Review: ‘Mothering Sunday’ makes for thoughtful but inert book adaptation

“Mothering Sunday” neatly embodies all the promises and pitfalls of literary adaptation. Based on a spare, exquisitely crafted novel by Graham Swift, this thoughtful but ultimately inert dramatization respects its source material and tries valiantly to give arresting visual expression to its finely layered themes.
But it can’t escape the plain fact that it isn’t Swift’s plot and characters that make “Mothering Sunday” a memorable work of art but his writing in all its sensitivity, detail and heartbreaking restraint. Given that glaring fact, director Eva Husson, working from a script by Alice Birch, does her best to create a visual language worthy of Swift’s elegantly allusive prose.
Most of the action of “Mothering Sunday” takes place in 1924 on the eponymous holiday known in the U.S. as Mother’s Day.

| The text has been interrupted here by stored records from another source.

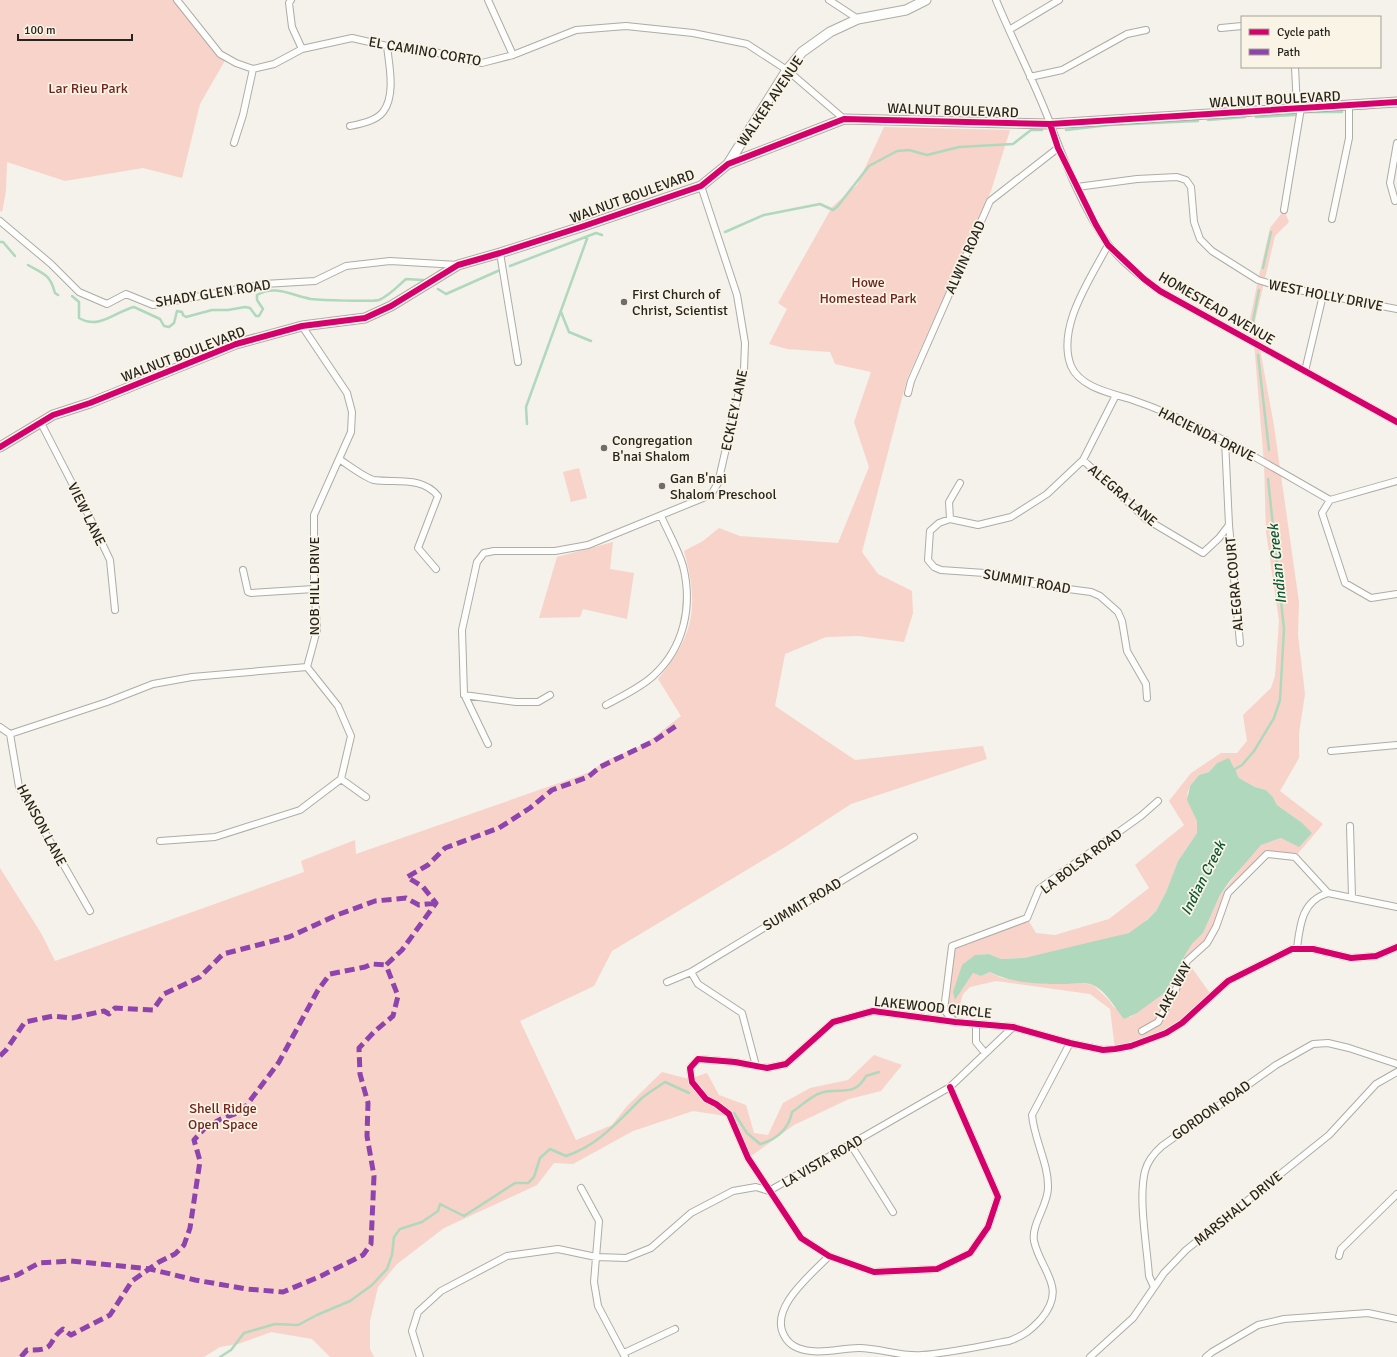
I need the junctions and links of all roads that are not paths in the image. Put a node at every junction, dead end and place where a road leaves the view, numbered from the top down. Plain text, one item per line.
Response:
1 (177, 0) edge
2 (291, 0) edge
3 (488, 0) edge
4 (829, 0) edge
5 (926, 0) edge
6 (996, 0) edge
7 (1059, 0) edge
8 (858, 19) junction
9 (1241, 26) edge
10 (1221, 28) dead end
11 (1009, 30) junction
12 (1146, 30) dead end
13 (387, 46) junction
14 (302, 49) junction
15 (513, 55) junction
16 (1295, 68) edge
17 (253, 69) junction
18 (787, 70) junction
19 (1030, 77) junction
20 (1397, 102) edge
21 (1349, 106) junction
22 (1299, 108) junction
23 (844, 119) junction
24 (1050, 124) junction
25 (350, 126) dead end
26 (234, 143) dead end
27 (1397, 143) edge
28 (1058, 148) junction
29 (728, 164) junction
30 (701, 186) junction
31 (1077, 187) junction
32 (1394, 201) dead end
33 (1284, 210) dead end
34 (1332, 219) dead end
35 (0, 221) edge
36 (1108, 245) junction
37 (500, 253) junction
38 (458, 265) junction
39 (1323, 295) junction
40 (1397, 309) edge
41 (302, 326) junction
42 (518, 362) dead end
43 (1305, 371) junction
44 (908, 393) dead end
45 (1116, 395) junction
46 (1397, 422) edge
47 (41, 423) junction
48 (1225, 440) junction
49 (0, 447) edge
50 (339, 459) junction
51 (1083, 460) junction
52 (1397, 481) edge
53 (960, 483) dead end
54 (1330, 500) junction
55 (661, 516) junction
56 (950, 520) junction
57 (1229, 525) junction
58 (436, 569) dead end
59 (243, 570) dead end
60 (314, 589) junction
61 (1397, 594) edge
62 (115, 610) dead end
63 (1240, 643) dead end
64 (308, 667) junction
65 (464, 695) junction
66 (550, 695) dead end
67 (1147, 698) dead end
68 (606, 705) dead end
69 (0, 727) edge
70 (10, 734) junction
71 (488, 744) dead end
72 (1397, 745) edge
73 (1331, 751) dead end
74 (341, 780) junction
75 (366, 797) dead end
76 (1158, 801) dead end
77 (1350, 826) dead end
78 (914, 837) dead end
79 (160, 841) dead end
80 (1328, 893) junction
81 (1352, 897) junction
82 (1397, 907) edge
83 (90, 912) dead end
84 (1397, 946) edge
85 (1297, 948) junction
86 (691, 972) junction
87 (667, 982) dead end
88 (955, 1022) junction
89 (976, 1024) junction
90 (1013, 1027) junction
91 (1142, 1031) dead end
92 (1070, 1043) junction
93 (985, 1053) junction
94 (1397, 1064) edge
95 (756, 1066) junction
96 (1397, 1072) edge
97 (950, 1087) junction
98 (851, 1145) junction
99 (581, 1188) dead end
100 (769, 1191) junction
101 (1397, 1194) edge
102 (892, 1212) dead end
103 (829, 1256) junction
104 (1339, 1256) dead end
105 (596, 1257) junction
106 (1154, 1287) junction
107 (1397, 1319) edge
108 (675, 1329) dead end
109 (625, 1355) edge
110 (420, 1357) edge
111 (1090, 1357) edge
112 (1206, 1357) edge

1 - 17 street
2 - 14 street
3 - 15 street
4 - 8 street
5 - 8 street, WALKER AVENUE
6 - 11 street, HOMESTEAD AVENUE
7 - 11 street
8 - 18 street, WALKER AVENUE
9 - 10 street
11 - 19 street, HOMESTEAD AVENUE
12 - 19 street
13 - 14 street, EL CAMINO CORTO
13 - 15 street, EL CAMINO CORTO
13 - 25 street
14 - 17 street, EL CAMINO CORTO
15 - 18 street, EL CAMINO CORTO
16 - 22 street
17 - 26 street
18 - 23 street, EL CAMINO CORTO
18 - 29 street, WALKER AVENUE
19 - 24 street, HOMESTEAD AVENUE
20 - 21 street, WALNUT BOULEVARD
21 - 22 street, WALNUT BOULEVARD
21 - 34 street
22 - 24 street, WALNUT BOULEVARD
22 - 33 street
23 - 24 street, WALNUT BOULEVARD
23 - 29 street, WALNUT BOULEVARD
24 - 28 street, HOMESTEAD AVENUE
27 - 32 street
28 - 31 street, HOMESTEAD AVENUE
28 - 44 street, ALWIN ROAD
29 - 30 street, WALNUT BOULEVARD
30 - 37 street, WALNUT BOULEVARD
30 - 55 street, ECKLEY LANE
31 - 36 street, HOMESTEAD AVENUE
31 - 39 street, WEST HOLLY DRIVE
35 - 38 street, SHADY GLEN ROAD
36 - 43 street, HOMESTEAD AVENUE
36 - 45 street, HACIENDA DRIVE
37 - 38 street, WALNUT BOULEVARD
37 - 42 street
38 - 41 street, WALNUT BOULEVARD
39 - 40 street, WEST HOLLY DRIVE
39 - 43 street
41 - 47 street, WALNUT BOULEVARD
41 - 50 street, NOB HILL DRIVE
43 - 46 street, HOMESTEAD AVENUE
45 - 48 street, HACIENDA DRIVE
45 - 51 street
47 - 49 street, WALNUT BOULEVARD
47 - 62 street, VIEW LANE
48 - 54 street, HACIENDA DRIVE
48 - 57 street
50 - 58 street
50 - 60 street, NOB HILL DRIVE
51 - 56 street
51 - 57 street, ALEGRA LANE
52 - 54 street
53 - 56 street
54 - 61 street
55 - 65 street, ECKLEY LANE
55 - 68 street
56 - 67 street, SUMMIT ROAD
57 - 63 street, ALEGRA COURT
59 - 60 street
60 - 64 street, NOB HILL DRIVE
64 - 70 street
64 - 74 street
65 - 66 street
65 - 71 street
69 - 70 street
70 - 83 street, HANSON LANE
72 - 73 street
74 - 75 street
74 - 79 street
76 - 88 street, LA BOLSA ROAD
77 - 81 street
78 - 86 street, SUMMIT ROAD
80 - 81 street
80 - 85 street
80 - 91 street, LAKE WAY
81 - 82 street
84 - 85 street
85 - 92 street, LAKEWOOD CIRCLE
86 - 87 street, SUMMIT ROAD
86 - 95 street
88 - 89 street, LAKEWOOD CIRCLE
88 - 95 street, LAKEWOOD CIRCLE
89 - 90 street, LAKEWOOD CIRCLE
89 - 93 street
90 - 92 street, LAKEWOOD CIRCLE
90 - 93 street, LA VISTA ROAD
92 - 103 street
93 - 97 street, LA VISTA ROAD
94 - 106 street, GORDON ROAD
95 - 100 street, LAKEWOOD CIRCLE
96 - 106 street, MARSHALL DRIVE
97 - 98 street, LA VISTA ROAD
97 - 103 street, LAKEWOOD CIRCLE
98 - 100 street, LA VISTA ROAD
98 - 102 street
99 - 105 street
100 - 103 street, LAKEWOOD CIRCLE
100 - 105 street, LA VISTA ROAD
101 - 104 street
105 - 109 street
105 - 110 street, LA VISTA ROAD
106 - 111 street, MARSHALL DRIVE
107 - 112 street
108 - 109 street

Jane Fairchild (Odessa Young), who has worked for the aristocratic Niven family since she was 14, is looking forward to having the day to herself; she’s an orphan and thus is not expected to visit her parents, as most of her domestic colleagues will do.
The Nivens, played with trembling stoicism by Colin Firth and Olivia Colman, will picnic with two equally upper-crust neighbor families who, like them, suffered unspeakable losses during World War I. Between the Nivens’ dead sons and two others belonging to the Sheringhams, only one boy is left: Paul (Josh O’Connor), whose phone call to Jane on Mothering Sunday morning sets the action in motion.
Husson films “Mothering Sunday” in extreme close-ups and quick, epigrammatic shots, jumping back and forth in time to Jane and Paul’s meeting “before the boys were killed” and forward to the 1950s and beyond. The technique gets at the slippery nature of time, which here expands, contracts and almost seems to stop, but it also fatally deflates the compression of Swift’s story, which takes place not just on one fateful day but mostly in one house.
It’s there that Jane embarks on a remarkable journey of discovery and self-knowledge. Although she’s working amid the most hidebound traditions and taboos of England’s landed gentry, she’s an avatar of modernism, even transgression: At one point, she even becomes a literal nude descending a staircase.
True to modernism’s great subjects – sex and death – “Mothering Sunday” centers on the costs of their repression, as well as their annihilating, liberating properties. Young and O’Connor inhabit their characters with the lack of inhibition and offhand attractiveness the roles require, although they feel as if they’ve been cast in a series of tableaus rather than a fleshed-out story.
As “Mothering Sunday” opens to its conclusion (yet another time shift featuring a lovely cameo by Glenda Jackson), the narrative becomes less a meditation on unresolved loss than art as an act of appropriation, just as young Jane casually nicks a book and pen she admires in a house she isn’t really supposed to be in. “Mothering Sunday” is an intriguing, visually rich film, if not an entirely necessary one.
It proves – yet again – that the best books are probably better left alone.